» Problem description:
Each line below should be repeated exactly as written, with no pictures carried over.

» Excerpted records:
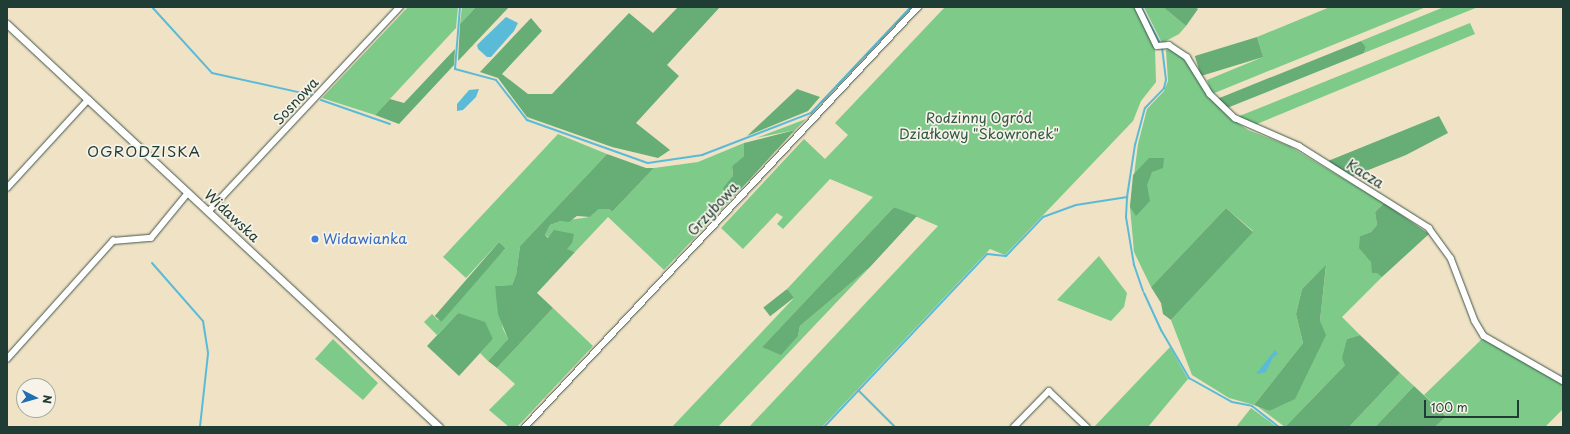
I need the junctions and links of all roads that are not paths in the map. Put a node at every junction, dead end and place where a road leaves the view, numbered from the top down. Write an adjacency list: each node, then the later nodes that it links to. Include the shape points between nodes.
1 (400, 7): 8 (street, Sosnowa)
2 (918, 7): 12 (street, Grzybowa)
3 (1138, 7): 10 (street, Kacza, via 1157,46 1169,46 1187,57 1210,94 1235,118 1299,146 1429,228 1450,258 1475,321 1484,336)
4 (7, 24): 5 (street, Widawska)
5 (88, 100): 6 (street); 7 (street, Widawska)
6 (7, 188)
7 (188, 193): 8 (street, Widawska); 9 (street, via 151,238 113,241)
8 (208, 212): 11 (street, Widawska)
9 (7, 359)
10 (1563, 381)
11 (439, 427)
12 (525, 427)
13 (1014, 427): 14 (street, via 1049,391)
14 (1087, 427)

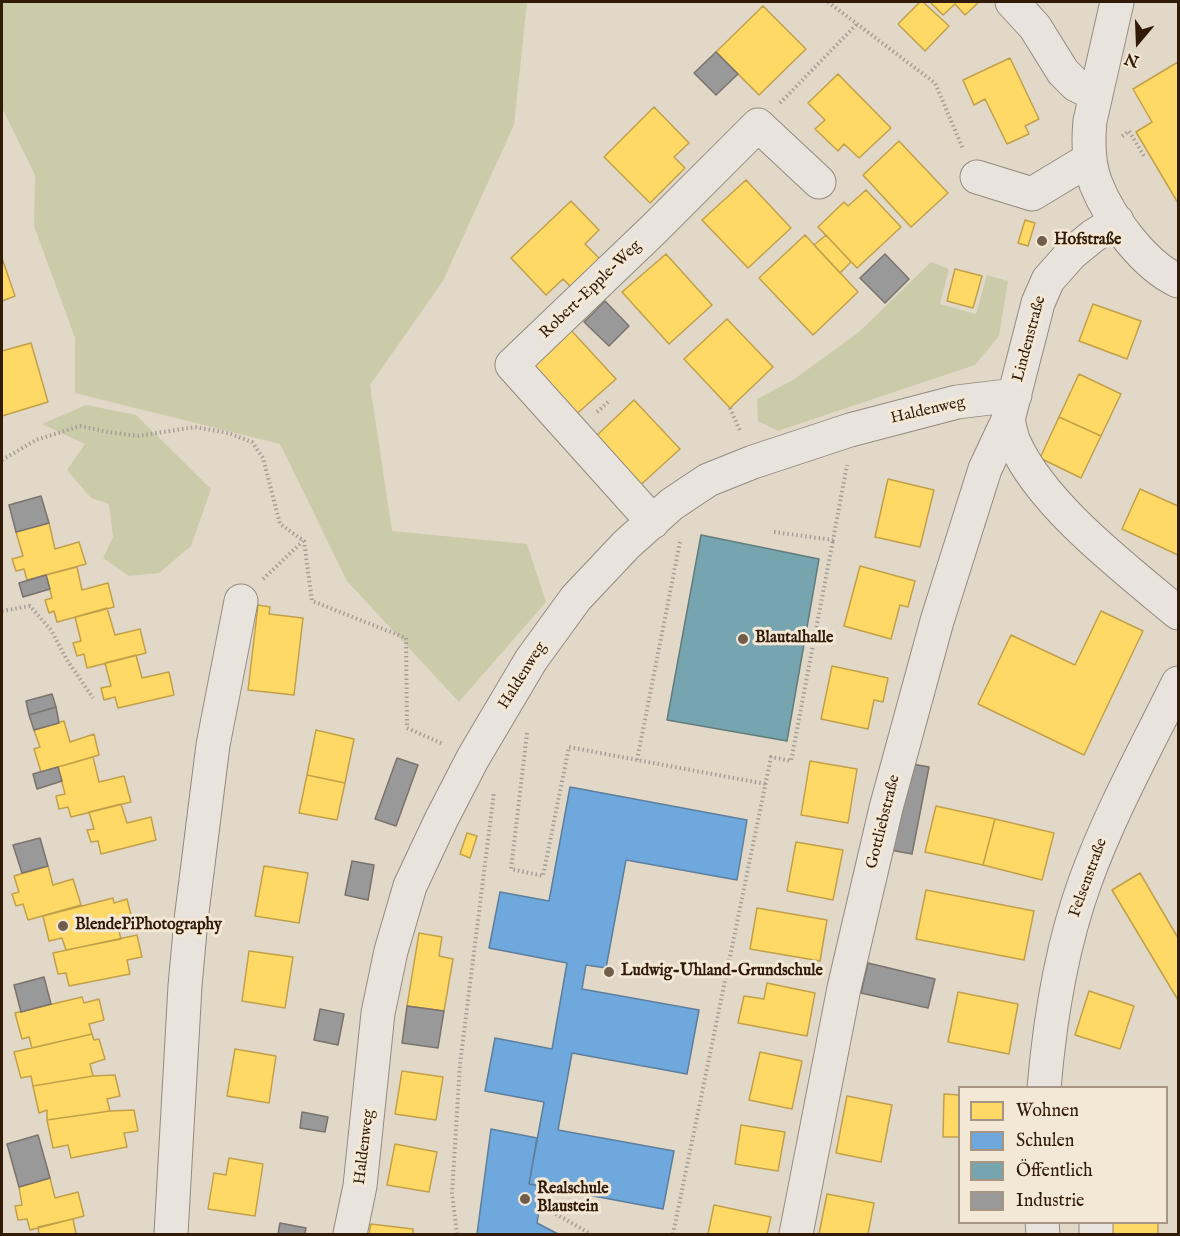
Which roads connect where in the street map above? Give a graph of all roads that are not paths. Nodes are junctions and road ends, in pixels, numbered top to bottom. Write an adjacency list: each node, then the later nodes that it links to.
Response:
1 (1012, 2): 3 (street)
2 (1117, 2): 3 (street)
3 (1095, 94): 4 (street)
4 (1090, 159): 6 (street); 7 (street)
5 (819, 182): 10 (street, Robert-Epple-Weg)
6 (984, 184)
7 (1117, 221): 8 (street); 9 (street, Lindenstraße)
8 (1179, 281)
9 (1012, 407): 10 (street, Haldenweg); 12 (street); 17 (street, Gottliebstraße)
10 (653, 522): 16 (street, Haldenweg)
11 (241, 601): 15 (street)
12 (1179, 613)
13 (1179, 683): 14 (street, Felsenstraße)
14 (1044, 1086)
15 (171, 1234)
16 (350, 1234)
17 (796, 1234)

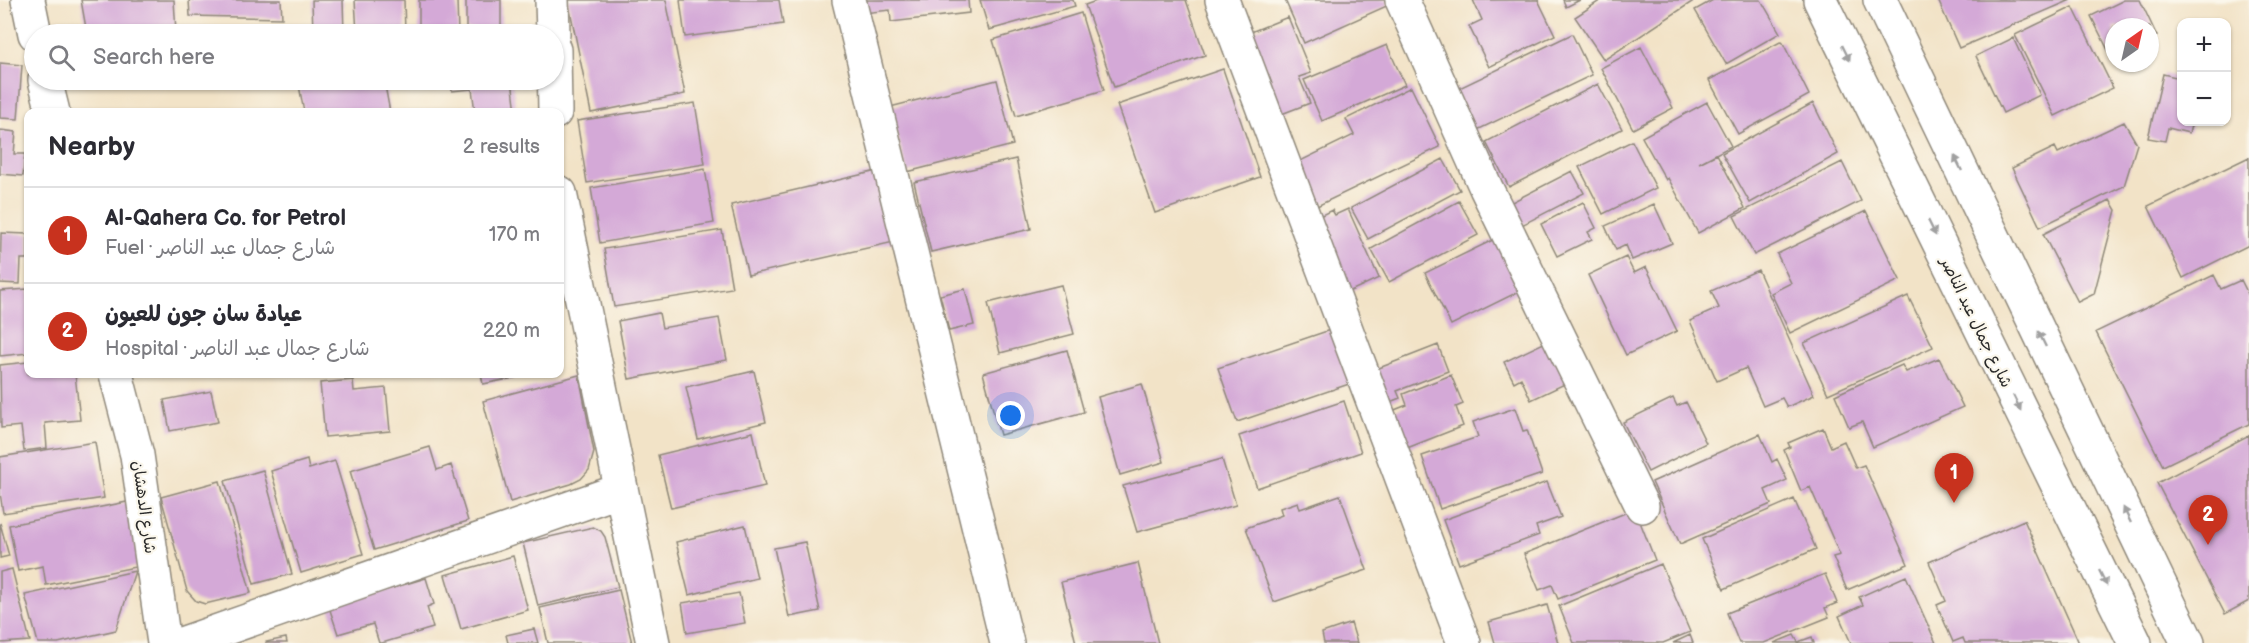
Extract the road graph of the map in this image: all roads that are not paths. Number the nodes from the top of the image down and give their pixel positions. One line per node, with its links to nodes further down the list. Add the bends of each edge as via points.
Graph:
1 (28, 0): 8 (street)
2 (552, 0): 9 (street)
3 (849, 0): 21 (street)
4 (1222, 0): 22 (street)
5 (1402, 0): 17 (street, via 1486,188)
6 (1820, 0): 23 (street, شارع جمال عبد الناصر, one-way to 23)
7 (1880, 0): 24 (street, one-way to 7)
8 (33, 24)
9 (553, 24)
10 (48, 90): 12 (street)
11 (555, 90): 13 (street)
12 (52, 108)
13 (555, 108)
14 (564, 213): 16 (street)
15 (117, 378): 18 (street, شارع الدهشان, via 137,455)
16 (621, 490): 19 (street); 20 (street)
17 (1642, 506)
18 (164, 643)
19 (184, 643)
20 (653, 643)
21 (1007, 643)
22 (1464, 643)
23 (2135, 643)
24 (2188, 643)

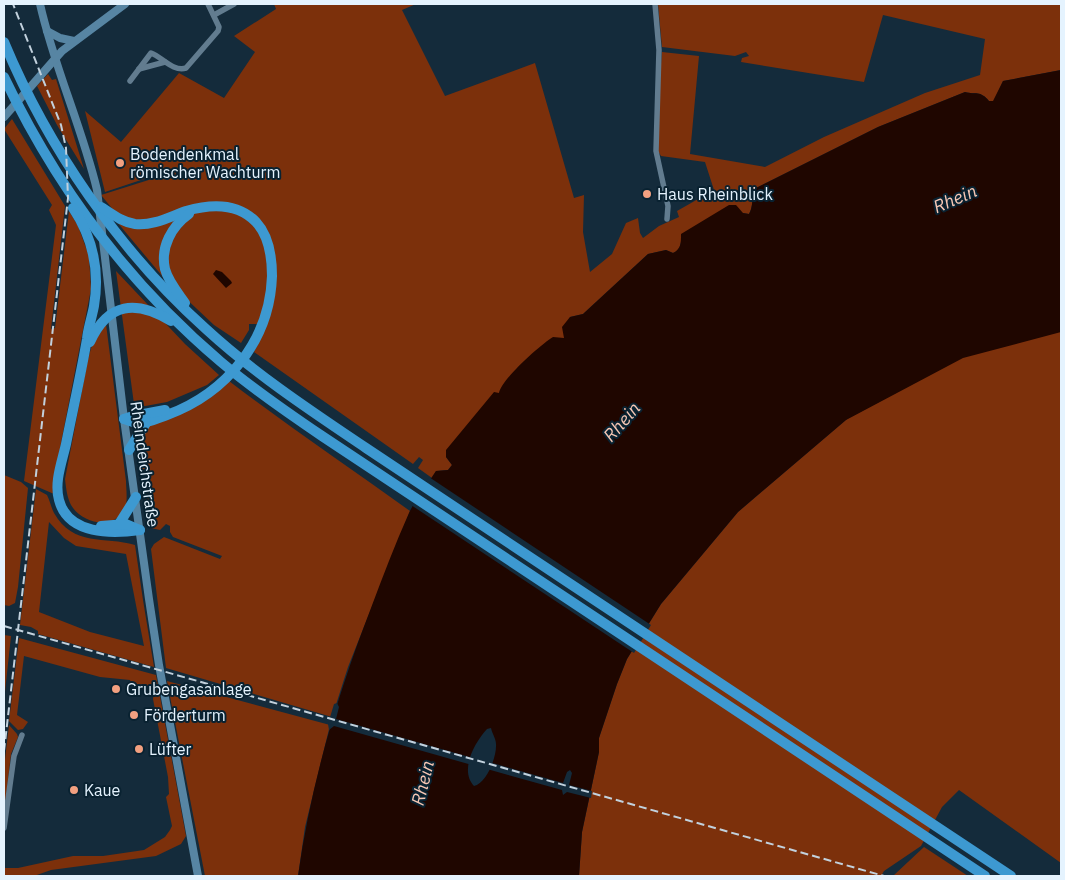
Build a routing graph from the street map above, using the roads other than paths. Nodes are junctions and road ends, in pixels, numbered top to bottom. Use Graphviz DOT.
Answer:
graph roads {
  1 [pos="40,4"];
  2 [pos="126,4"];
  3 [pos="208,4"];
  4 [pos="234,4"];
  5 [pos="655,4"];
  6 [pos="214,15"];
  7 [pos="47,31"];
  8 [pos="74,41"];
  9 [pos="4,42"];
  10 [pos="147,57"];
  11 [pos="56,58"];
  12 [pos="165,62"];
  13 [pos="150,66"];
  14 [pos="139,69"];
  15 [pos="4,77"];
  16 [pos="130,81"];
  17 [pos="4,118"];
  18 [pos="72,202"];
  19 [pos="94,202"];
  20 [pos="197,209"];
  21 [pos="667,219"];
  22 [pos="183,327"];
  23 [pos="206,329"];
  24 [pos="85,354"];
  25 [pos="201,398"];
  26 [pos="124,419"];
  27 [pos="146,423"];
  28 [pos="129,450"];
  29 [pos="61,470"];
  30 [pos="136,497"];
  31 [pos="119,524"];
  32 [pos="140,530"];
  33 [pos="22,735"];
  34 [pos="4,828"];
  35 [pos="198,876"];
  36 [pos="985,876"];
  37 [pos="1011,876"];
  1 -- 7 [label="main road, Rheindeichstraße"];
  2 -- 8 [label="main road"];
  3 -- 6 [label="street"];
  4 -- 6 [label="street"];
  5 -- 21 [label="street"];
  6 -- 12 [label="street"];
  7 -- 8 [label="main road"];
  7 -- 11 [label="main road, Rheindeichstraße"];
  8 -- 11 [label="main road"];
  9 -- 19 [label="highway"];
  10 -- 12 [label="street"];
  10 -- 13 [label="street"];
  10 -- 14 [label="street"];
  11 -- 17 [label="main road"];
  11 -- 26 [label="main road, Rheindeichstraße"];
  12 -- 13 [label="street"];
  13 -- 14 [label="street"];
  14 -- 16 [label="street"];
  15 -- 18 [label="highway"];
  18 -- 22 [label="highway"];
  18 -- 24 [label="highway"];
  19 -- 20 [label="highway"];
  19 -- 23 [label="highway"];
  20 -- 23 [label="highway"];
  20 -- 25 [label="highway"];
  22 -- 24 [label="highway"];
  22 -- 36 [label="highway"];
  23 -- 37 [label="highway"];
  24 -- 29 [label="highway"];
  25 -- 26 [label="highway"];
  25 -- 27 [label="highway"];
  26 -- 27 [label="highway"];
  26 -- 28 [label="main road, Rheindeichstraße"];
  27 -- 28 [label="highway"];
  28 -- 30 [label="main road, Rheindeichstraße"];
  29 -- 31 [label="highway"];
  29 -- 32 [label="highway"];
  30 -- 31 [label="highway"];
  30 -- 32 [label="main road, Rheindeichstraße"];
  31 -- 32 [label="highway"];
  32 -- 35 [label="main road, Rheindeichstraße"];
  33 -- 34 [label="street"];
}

» Answer area:
I need the junctions and links of all roads that are not paths in the map. Put a node at every junction, dead end and place where a road leaves the view, numbered from the top down. Write an adjacency list: each node, then the later nodes that it links to. Include the shape points between nodes.
1 (400, 7): 8 (street, Sosnowa)
2 (918, 7): 12 (street, Grzybowa)
3 (1138, 7): 10 (street, Kacza, via 1157,46 1169,46 1187,57 1210,94 1235,118 1299,146 1429,228 1450,258 1475,321 1484,336)
4 (7, 24): 5 (street, Widawska)
5 (88, 100): 6 (street); 7 (street, Widawska)
6 (7, 188)
7 (188, 193): 8 (street, Widawska); 9 (street, via 151,238 113,241)
8 (208, 212): 11 (street, Widawska)
9 (7, 359)
10 (1563, 381)
11 (439, 427)
12 (525, 427)
13 (1014, 427): 14 (street, via 1049,391)
14 (1087, 427)

Which roads connect where in the street map above? Give a graph of all roads that are not paths. Nodes are junctions and road ends, in pixels, numbered top to bottom. Write an adjacency list: each node, then the later nodes that it links to.
Response:
1 (1012, 2): 3 (street)
2 (1117, 2): 3 (street)
3 (1095, 94): 4 (street)
4 (1090, 159): 6 (street); 7 (street)
5 (819, 182): 10 (street, Robert-Epple-Weg)
6 (984, 184)
7 (1117, 221): 8 (street); 9 (street, Lindenstraße)
8 (1179, 281)
9 (1012, 407): 10 (street, Haldenweg); 12 (street); 17 (street, Gottliebstraße)
10 (653, 522): 16 (street, Haldenweg)
11 (241, 601): 15 (street)
12 (1179, 613)
13 (1179, 683): 14 (street, Felsenstraße)
14 (1044, 1086)
15 (171, 1234)
16 (350, 1234)
17 (796, 1234)

Extract the road graph of the map in this image: all roads that are not paths. Number the nodes from the top of the image down and give their pixel positions. One line per node, with its links to nodes further down the list. Add the bends of each edge as via points.
Graph:
1 (28, 0): 8 (street)
2 (552, 0): 9 (street)
3 (849, 0): 21 (street)
4 (1222, 0): 22 (street)
5 (1402, 0): 17 (street, via 1486,188)
6 (1820, 0): 23 (street, شارع جمال عبد الناصر, one-way to 23)
7 (1880, 0): 24 (street, one-way to 7)
8 (33, 24)
9 (553, 24)
10 (48, 90): 12 (street)
11 (555, 90): 13 (street)
12 (52, 108)
13 (555, 108)
14 (564, 213): 16 (street)
15 (117, 378): 18 (street, شارع الدهشان, via 137,455)
16 (621, 490): 19 (street); 20 (street)
17 (1642, 506)
18 (164, 643)
19 (184, 643)
20 (653, 643)
21 (1007, 643)
22 (1464, 643)
23 (2135, 643)
24 (2188, 643)

Build a routing graph from the street map above, using the roads other than paths. Nodes are junctions and road ends, in pixels, numbered top to bottom. Use Graphviz DOT.
Answer:
graph roads {
  1 [pos="40,4"];
  2 [pos="126,4"];
  3 [pos="208,4"];
  4 [pos="234,4"];
  5 [pos="655,4"];
  6 [pos="214,15"];
  7 [pos="47,31"];
  8 [pos="74,41"];
  9 [pos="4,42"];
  10 [pos="147,57"];
  11 [pos="56,58"];
  12 [pos="165,62"];
  13 [pos="150,66"];
  14 [pos="139,69"];
  15 [pos="4,77"];
  16 [pos="130,81"];
  17 [pos="4,118"];
  18 [pos="72,202"];
  19 [pos="94,202"];
  20 [pos="197,209"];
  21 [pos="667,219"];
  22 [pos="183,327"];
  23 [pos="206,329"];
  24 [pos="85,354"];
  25 [pos="201,398"];
  26 [pos="124,419"];
  27 [pos="146,423"];
  28 [pos="129,450"];
  29 [pos="61,470"];
  30 [pos="136,497"];
  31 [pos="119,524"];
  32 [pos="140,530"];
  33 [pos="22,735"];
  34 [pos="4,828"];
  35 [pos="198,876"];
  36 [pos="985,876"];
  37 [pos="1011,876"];
  1 -- 7 [label="main road, Rheindeichstraße"];
  2 -- 8 [label="main road"];
  3 -- 6 [label="street"];
  4 -- 6 [label="street"];
  5 -- 21 [label="street"];
  6 -- 12 [label="street"];
  7 -- 8 [label="main road"];
  7 -- 11 [label="main road, Rheindeichstraße"];
  8 -- 11 [label="main road"];
  9 -- 19 [label="highway"];
  10 -- 12 [label="street"];
  10 -- 13 [label="street"];
  10 -- 14 [label="street"];
  11 -- 17 [label="main road"];
  11 -- 26 [label="main road, Rheindeichstraße"];
  12 -- 13 [label="street"];
  13 -- 14 [label="street"];
  14 -- 16 [label="street"];
  15 -- 18 [label="highway"];
  18 -- 22 [label="highway"];
  18 -- 24 [label="highway"];
  19 -- 20 [label="highway"];
  19 -- 23 [label="highway"];
  20 -- 23 [label="highway"];
  20 -- 25 [label="highway"];
  22 -- 24 [label="highway"];
  22 -- 36 [label="highway"];
  23 -- 37 [label="highway"];
  24 -- 29 [label="highway"];
  25 -- 26 [label="highway"];
  25 -- 27 [label="highway"];
  26 -- 27 [label="highway"];
  26 -- 28 [label="main road, Rheindeichstraße"];
  27 -- 28 [label="highway"];
  28 -- 30 [label="main road, Rheindeichstraße"];
  29 -- 31 [label="highway"];
  29 -- 32 [label="highway"];
  30 -- 31 [label="highway"];
  30 -- 32 [label="main road, Rheindeichstraße"];
  31 -- 32 [label="highway"];
  32 -- 35 [label="main road, Rheindeichstraße"];
  33 -- 34 [label="street"];
}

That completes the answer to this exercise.